Scott Ritter mug shot (courtesy WNYT-TV)
A college in upstate New York reversed its decision to go ahead with a scheduled Feb. 12 speaking appearance by Scott Ritter, citing disruption caused by the controversy surrounding the former U.N. weapons inspector.
As WorldNetDaily reported, Schenectady County Community College trustees had decided earlier this week to hold the event despite recent reports that the outspoken critic of President Bush’s Iraq policy was arrested two years ago and charged with attempting to meet an under-aged girl for a sexual encounter.
The school announced today, however, that it has canceled the speech because of the disruptions to school operations caused by the controversy and the need for extraordinary security, said NBC television affiliate WNYT in Albany, N.Y.

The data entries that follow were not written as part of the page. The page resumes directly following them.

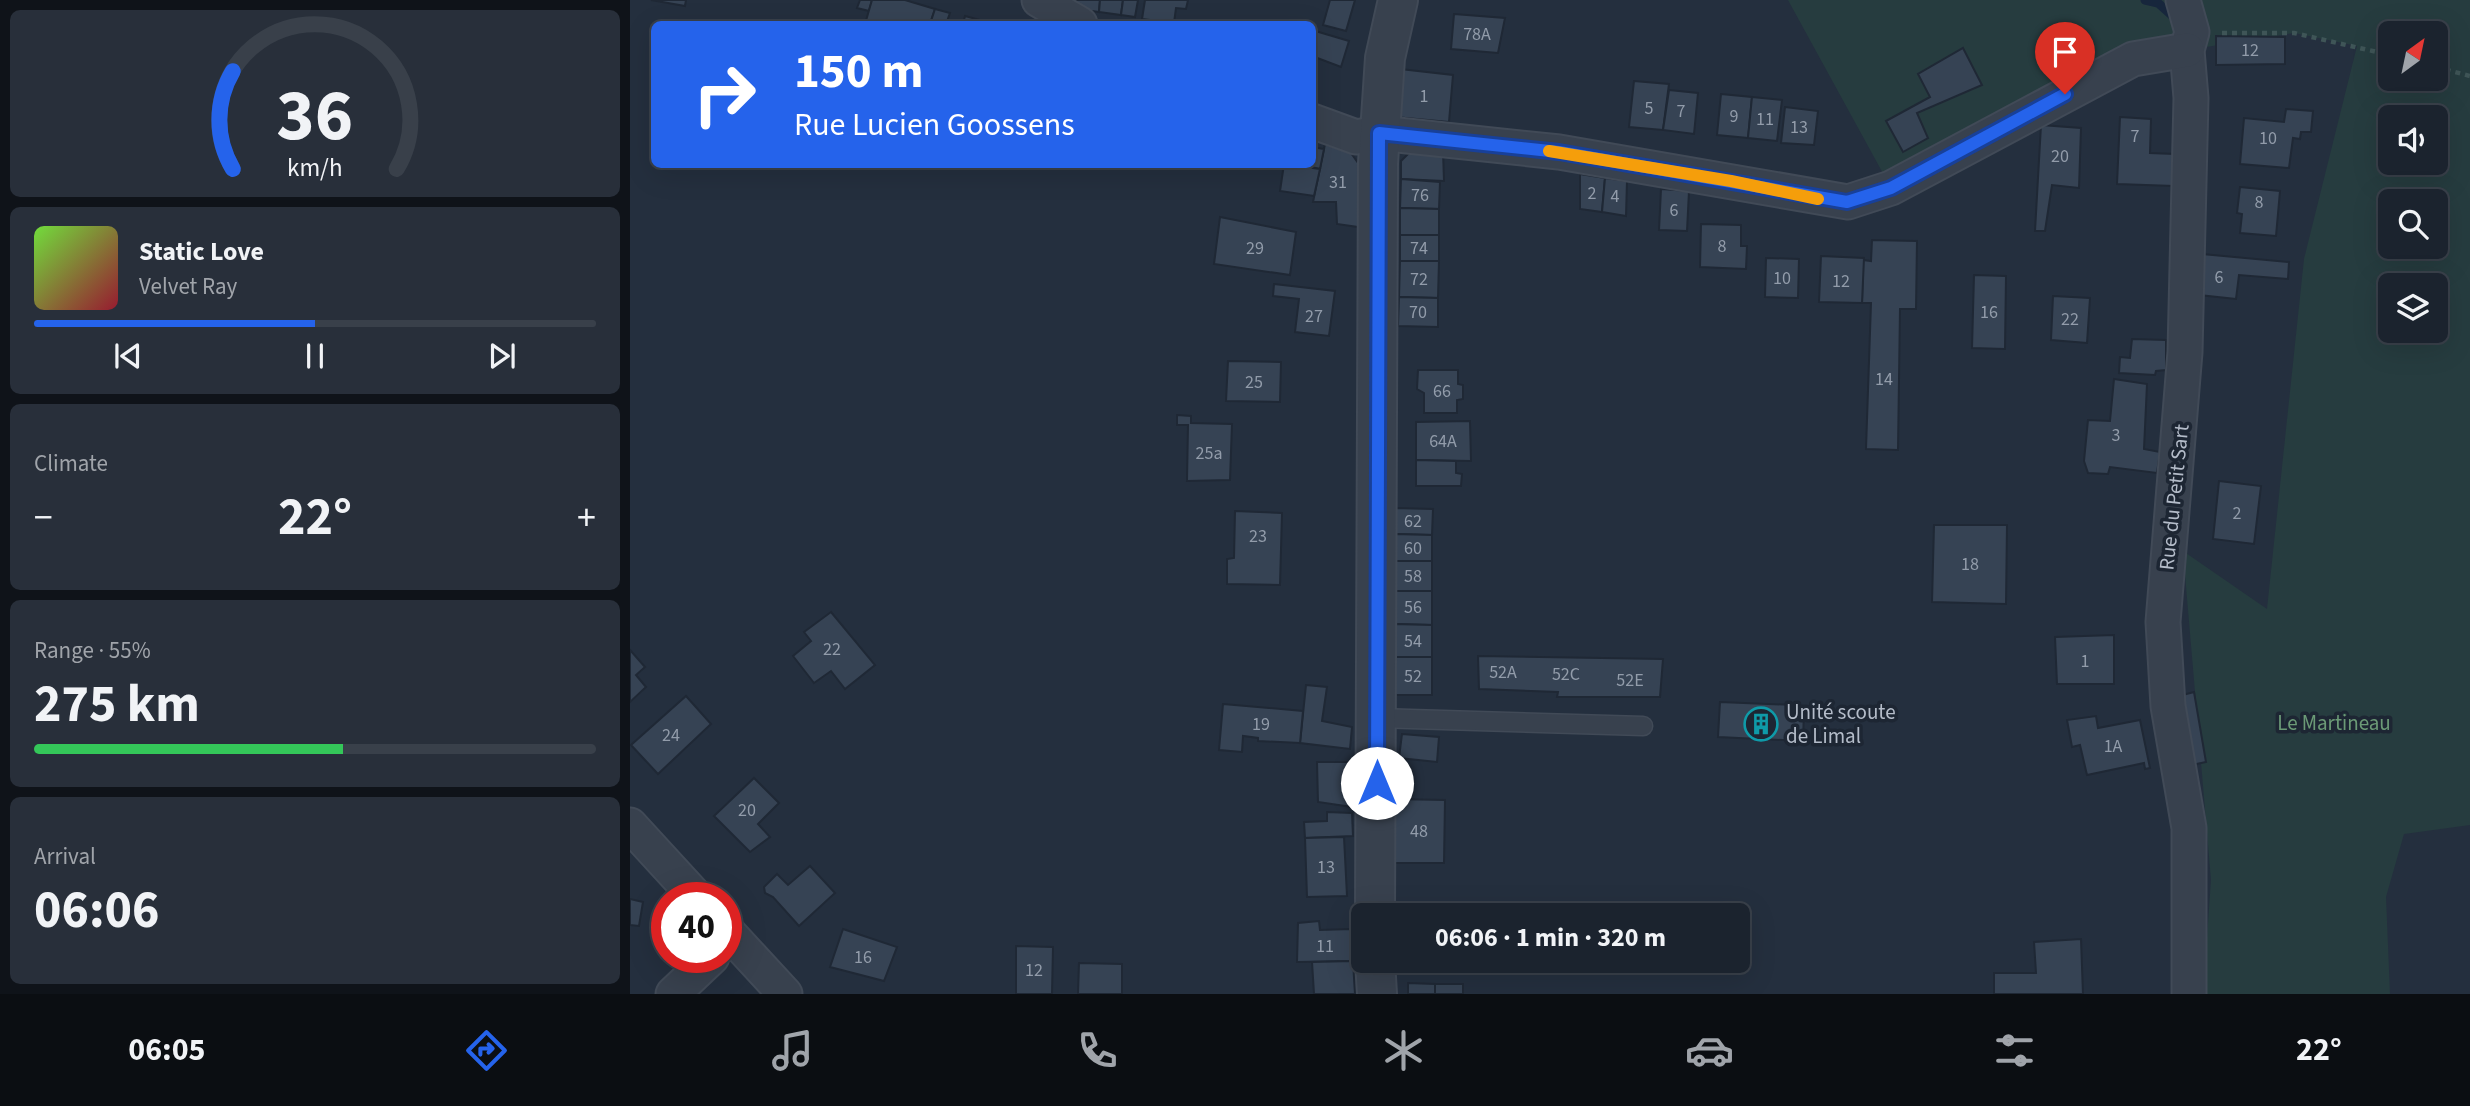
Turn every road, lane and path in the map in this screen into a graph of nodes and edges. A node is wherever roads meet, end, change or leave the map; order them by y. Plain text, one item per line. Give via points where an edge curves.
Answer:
1 (1039, 0) edge
2 (1398, 0) edge
3 (2183, 0) edge
4 (1075, 21) edge
5 (2190, 41) junction
6 (2378, 52) edge
7 (2448, 70) edge
8 (2470, 76) edge
9 (1316, 122) edge
10 (1379, 133) junction
11 (1377, 718) junction
12 (1643, 726) dead end
13 (630, 825) edge
14 (682, 882) edge
15 (1375, 903) edge
16 (742, 957) edge
17 (694, 973) edge
18 (1376, 973) edge
19 (673, 994) edge
20 (785, 994) edge
21 (1377, 994) edge
22 (2189, 994) edge

1 - 4 street
2 - 10 street via 1385,58
3 - 5 street, Rue du Petit Sart
5 - 6 path via 2294,33
5 - 10 street via 2133,59 1891,188 1847,202 1559,152
5 - 22 street, Rue du Petit Sart via 2185,352 2163,622 2168,706 2189,828
7 - 8 path
9 - 10 street via 1356,137
10 - 11 street
11 - 12 lane
11 - 15 street
13 - 14 street
16 - 20 street
17 - 19 street
18 - 21 street

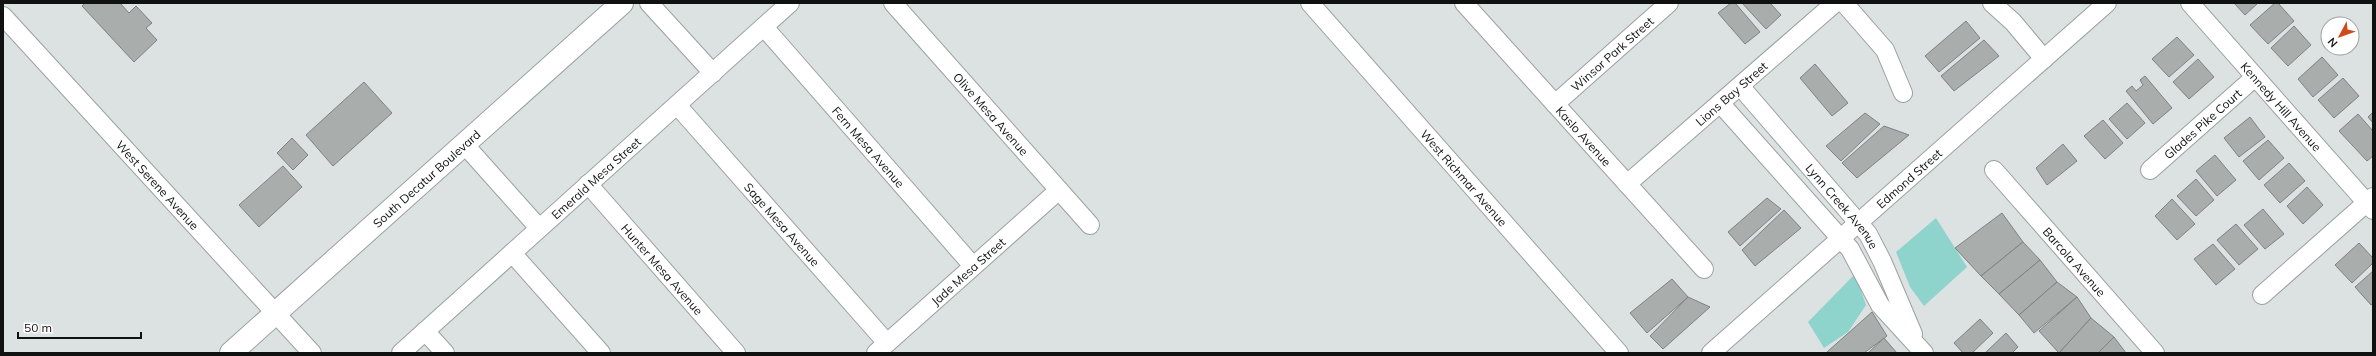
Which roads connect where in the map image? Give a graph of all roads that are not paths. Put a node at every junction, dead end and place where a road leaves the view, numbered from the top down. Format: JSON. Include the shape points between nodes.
{"nodes":[{"id":1,"x":622,"y":3,"type":"edge"},
{"id":2,"x":649,"y":3,"type":"edge"},
{"id":3,"x":790,"y":3,"type":"edge"},
{"id":4,"x":893,"y":3,"type":"edge"},
{"id":5,"x":1310,"y":3,"type":"edge"},
{"id":6,"x":1464,"y":3,"type":"edge"},
{"id":7,"x":1669,"y":3,"type":"edge"},
{"id":8,"x":1835,"y":3,"type":"edge"},
{"id":9,"x":1844,"y":3,"type":"edge"},
{"id":10,"x":1992,"y":3,"type":"edge"},
{"id":11,"x":2107,"y":3,"type":"edge"},
{"id":12,"x":2190,"y":3,"type":"edge"},
{"id":13,"x":3,"y":16,"type":"edge"},
{"id":14,"x":764,"y":27,"type":"junction"},
{"id":15,"x":2044,"y":59,"type":"junction"},
{"id":16,"x":712,"y":73,"type":"junction"},
{"id":17,"x":2255,"y":77,"type":"junction"},
{"id":18,"x":1740,"y":86,"type":"junction"},
{"id":19,"x":1903,"y":93,"type":"dead end"},
{"id":20,"x":1720,"y":103,"type":"junction"},
{"id":21,"x":1555,"y":104,"type":"junction"},
{"id":22,"x":677,"y":105,"type":"junction"},
{"id":23,"x":464,"y":144,"type":"junction"},
{"id":24,"x":1994,"y":170,"type":"dead end"},
{"id":25,"x":2150,"y":170,"type":"dead end"},
{"id":26,"x":588,"y":184,"type":"junction"},
{"id":27,"x":1628,"y":184,"type":"junction"},
{"id":28,"x":1059,"y":190,"type":"junction"},
{"id":29,"x":2371,"y":203,"type":"edge"},
{"id":30,"x":1858,"y":222,"type":"junction"},
{"id":31,"x":1090,"y":224,"type":"dead end"},
{"id":32,"x":539,"y":228,"type":"junction"},
{"id":33,"x":1841,"y":238,"type":"junction"},
{"id":34,"x":512,"y":253,"type":"junction"},
{"id":35,"x":973,"y":266,"type":"junction"},
{"id":36,"x":1704,"y":269,"type":"dead end"},
{"id":37,"x":2262,"y":294,"type":"dead end"},
{"id":38,"x":276,"y":312,"type":"junction"},
{"id":39,"x":425,"y":331,"type":"junction"},
{"id":40,"x":882,"y":348,"type":"edge"},
{"id":41,"x":1920,"y":349,"type":"edge"},
{"id":42,"x":231,"y":353,"type":"edge"},
{"id":43,"x":312,"y":353,"type":"edge"},
{"id":44,"x":401,"y":353,"type":"edge"},
{"id":45,"x":445,"y":353,"type":"edge"},
{"id":46,"x":601,"y":353,"type":"edge"},
{"id":47,"x":736,"y":353,"type":"edge"},
{"id":48,"x":1618,"y":353,"type":"edge"},
{"id":49,"x":1711,"y":353,"type":"edge"},
{"id":50,"x":2155,"y":353,"type":"edge"}],
"edges":[{"from":1,"to":23,"type":"main road","name":"South Decatur Boulevard"},
{"from":2,"to":16,"type":"street"},
{"from":3,"to":14,"type":"street","name":"Emerald Mesa Street"},
{"from":4,"to":28,"type":"street","name":"Olive Mesa Avenue"},
{"from":5,"to":48,"type":"street","name":"West Richmar Avenue"},
{"from":6,"to":21,"type":"street","name":"Kaslo Avenue"},
{"from":7,"to":21,"type":"street","name":"Winsor Park Street"},
{"from":8,"to":18,"type":"street","name":"Lions Bay Street"},
{"from":9,"to":19,"type":"street","via":[[1885,50]]},
{"from":10,"to":15,"type":"street","via":[[2013,22]]},
{"from":11,"to":15,"type":"street","name":"Edmond Street"},
{"from":12,"to":17,"type":"street","name":"Kennedy Hill Avenue"},
{"from":13,"to":38,"type":"street","name":"West Serene Avenue"},
{"from":14,"to":16,"type":"street","name":"Emerald Mesa Street"},
{"from":14,"to":35,"type":"street","name":"Fern Mesa Avenue"},
{"from":15,"to":30,"type":"street","name":"Edmond Street"},
{"from":16,"to":22,"type":"street","name":"Emerald Mesa Street"},
{"from":17,"to":25,"type":"street","name":"Glades Pike Court"},
{"from":17,"to":29,"type":"street","name":"Kennedy Hill Avenue"},
{"from":18,"to":20,"type":"street","name":"Lions Bay Street"},
{"from":18,"to":30,"type":"street","name":"Lynn Creek Avenue"},
{"from":20,"to":27,"type":"street","name":"Lions Bay Street"},
{"from":20,"to":33,"type":"street","name":"Lynn Creek Avenue"},
{"from":21,"to":27,"type":"street","name":"Kaslo Avenue"},
{"from":22,"to":26,"type":"street","name":"Emerald Mesa Street"},
{"from":22,"to":40,"type":"street","name":"Sage Mesa Avenue"},
{"from":23,"to":32,"type":"street"},
{"from":23,"to":38,"type":"main road","name":"South Decatur Boulevard"},
{"from":24,"to":50,"type":"street","name":"Barcola Avenue"},
{"from":26,"to":32,"type":"street","name":"Emerald Mesa Street"},
{"from":26,"to":47,"type":"street","name":"Hunter Mesa Avenue"},
{"from":27,"to":36,"type":"street","name":"Kaslo Avenue"},
{"from":28,"to":31,"type":"street","name":"Olive Mesa Avenue"},
{"from":28,"to":35,"type":"street","name":"Jade Mesa Street"},
{"from":29,"to":37,"type":"street"},
{"from":30,"to":33,"type":"street","name":"Edmond Street"},
{"from":30,"to":41,"type":"street","name":"Lynn Creek Avenue","via":[[1868,234],[1882,260]]},
{"from":32,"to":34,"type":"street","name":"Emerald Mesa Street"},
{"from":33,"to":41,"type":"street","name":"Lynn Creek Avenue","via":[[1857,259],[1880,305]]},
{"from":33,"to":49,"type":"street","name":"Edmond Street"},
{"from":34,"to":39,"type":"street","name":"Emerald Mesa Street"},
{"from":34,"to":46,"type":"street"},
{"from":35,"to":40,"type":"street","name":"Jade Mesa Street"},
{"from":38,"to":42,"type":"main road","name":"South Decatur Boulevard"},
{"from":38,"to":43,"type":"street","name":"West Serene Avenue"},
{"from":39,"to":44,"type":"street","name":"Emerald Mesa Street"},
{"from":39,"to":45,"type":"street"}]}
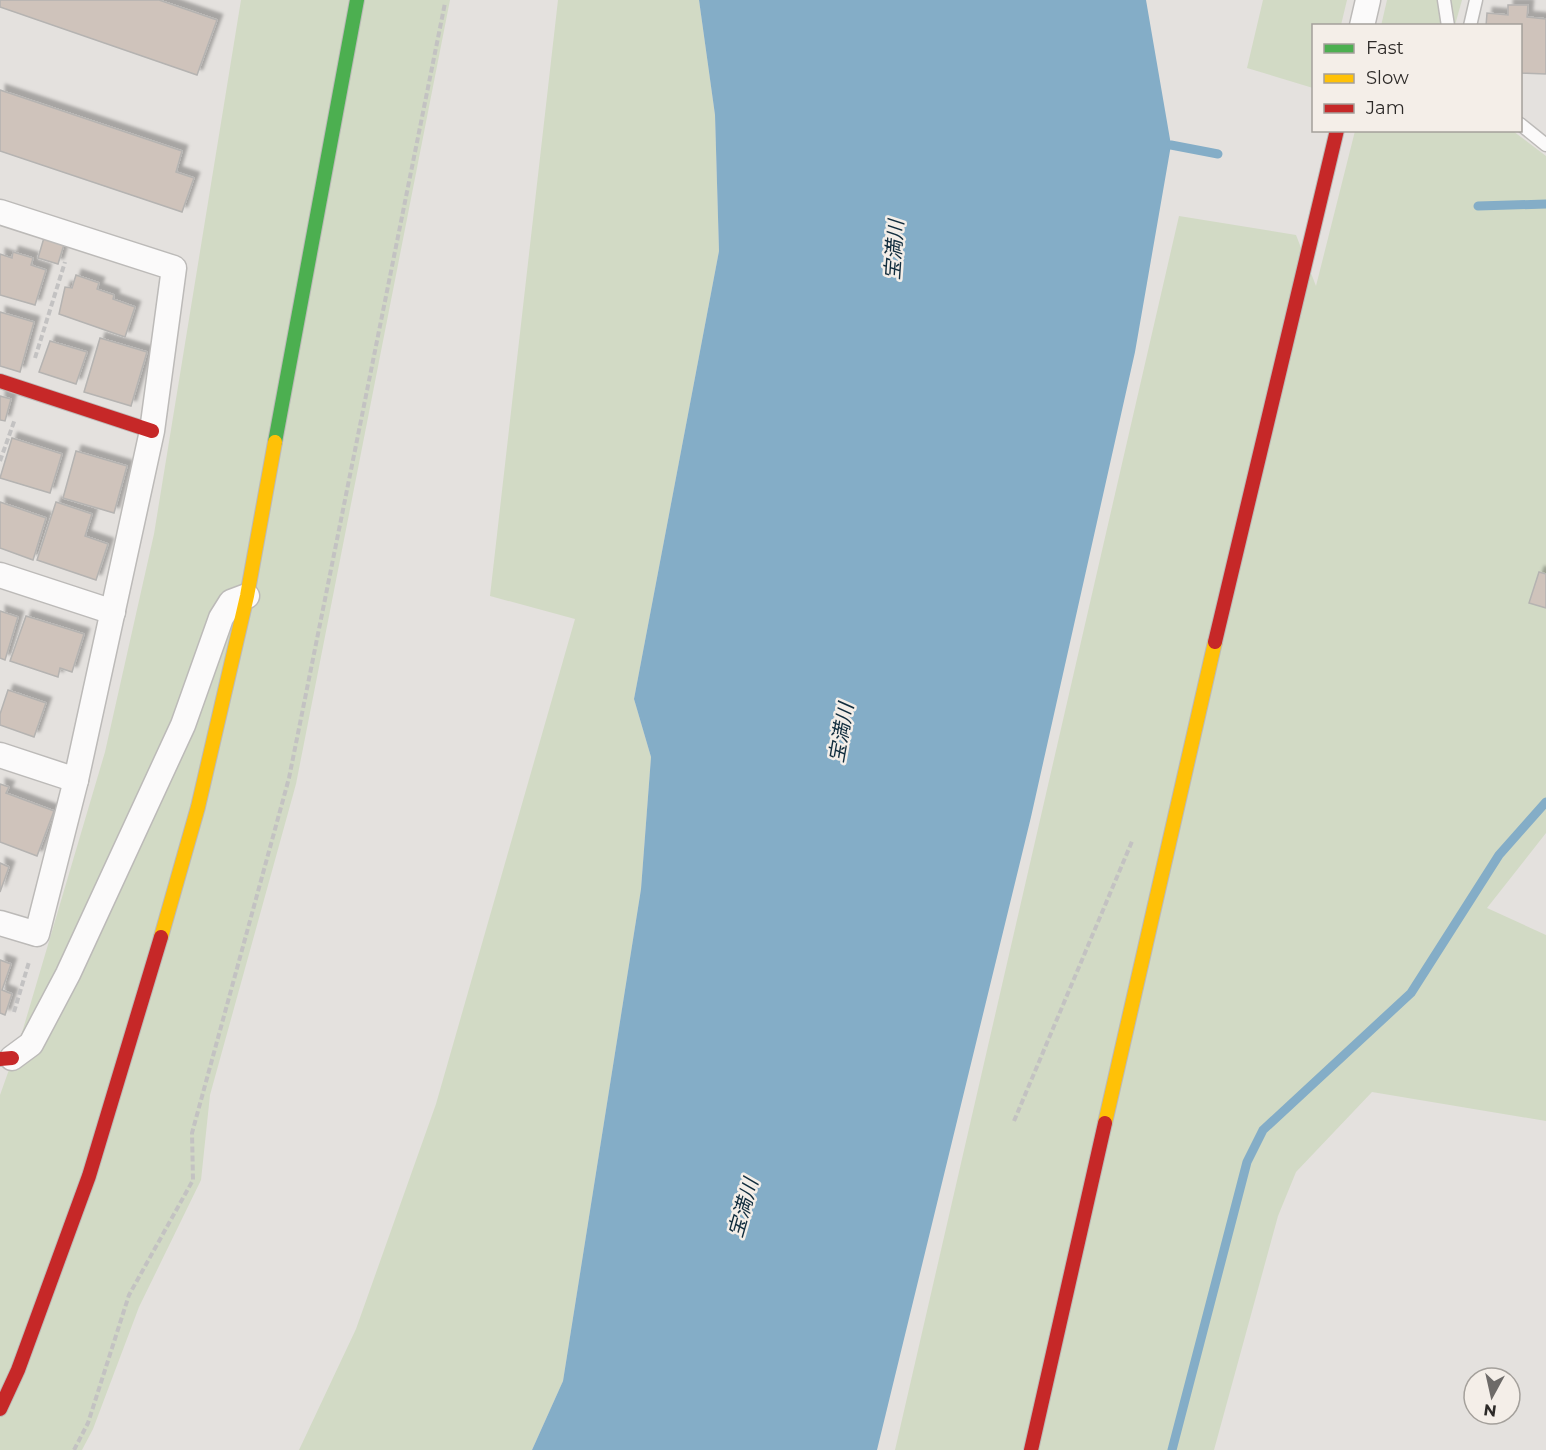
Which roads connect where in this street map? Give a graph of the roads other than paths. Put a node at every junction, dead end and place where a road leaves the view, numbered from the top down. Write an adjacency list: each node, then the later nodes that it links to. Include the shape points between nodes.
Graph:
1 (357, 0): 15 (street)
2 (1368, 0): 5 (street)
3 (1444, 0): 6 (lane)
4 (1476, 0): 7 (lane)
5 (1362, 24)
6 (1448, 24)
7 (1470, 24)
8 (1522, 125): 10 (lane)
9 (1337, 132): 22 (street, via 1183,777)
10 (1546, 145)
11 (0, 212): 13 (street, via 174,268)
12 (0, 381): 13 (street)
13 (152, 431): 16 (street)
14 (0, 575): 16 (street)
15 (247, 596): 20 (street, via 231,602 220,618 183,725 32,1044); 21 (street, via 198,807 139,1015 89,1176)
16 (113, 612): 18 (street)
17 (0, 755): 18 (street)
18 (76, 780): 19 (street, via 37,934)
19 (0, 923)
20 (6, 1058)
21 (0, 1409)
22 (1031, 1450)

Earlier this week, trustee Michael Karl told the Schenectady Daily Gazette that the speech would go ahead as scheduled.
“Whether we agree with his views, or whether we like him or not, the forum is the larger issue,” he said.
Meanwhile Washington College in Chestertown, Md., has indicated no plans to cancel Ritter’s on-campus speech scheduled for this evening.
“We’re not going to cancel the event,” said John Buettner, the college’s media relations specialist. “As an institute of higher learning, we have a duty to provide people with different points of view.”
As reported by WorldNetDaily, Ritter confirmed last week he was arrested in 2001 but refused to give details. He has dramatically reversed his position on Iraq’s weapons threat and become an outspoken critic of the U.S., telling WorldNetDaily that President Bush should be impeached for his policy toward Baghdad.
New York media coverage indicates Ritter sought to have underage girls watch him have sex with himself in public places. The arrest record was sealed and the case reportedly dismissed, though U.S. prosecutors have since reportedly unsealed the case to see if federal charges are warranted, according to sources.
When asked about Ritter’s purported luring of young women, Washington College’s Buettner indicated that the event is “not an endorsement of his activities. … We’re just giving him a soapbox for two hours.”
“Everyone makes up their own minds” as to what someone’s moral worth is, Buettner told WND. “We don’t have the legal right to cancel him,” since Ritter has not been convicted of a crime.
Ritter’s appearance is being promoted on the college’s website with the title, “War with Iraq: How did we get here?”
The press release describes Ritter as having had an “extensive and distinguished career in government service.”
Buettner says the school has received some complaints about Ritter’s appearance.
“We’ve gotten e-mails and calls from people who are upset,” he said.
According to Buettner, the college doesn’t have a “great concern” about protesters at tonight’s event. The format includes a lecture portion followed by and question and answer session. Attendees presumably will be able to ask Ritter any question about his policies or past.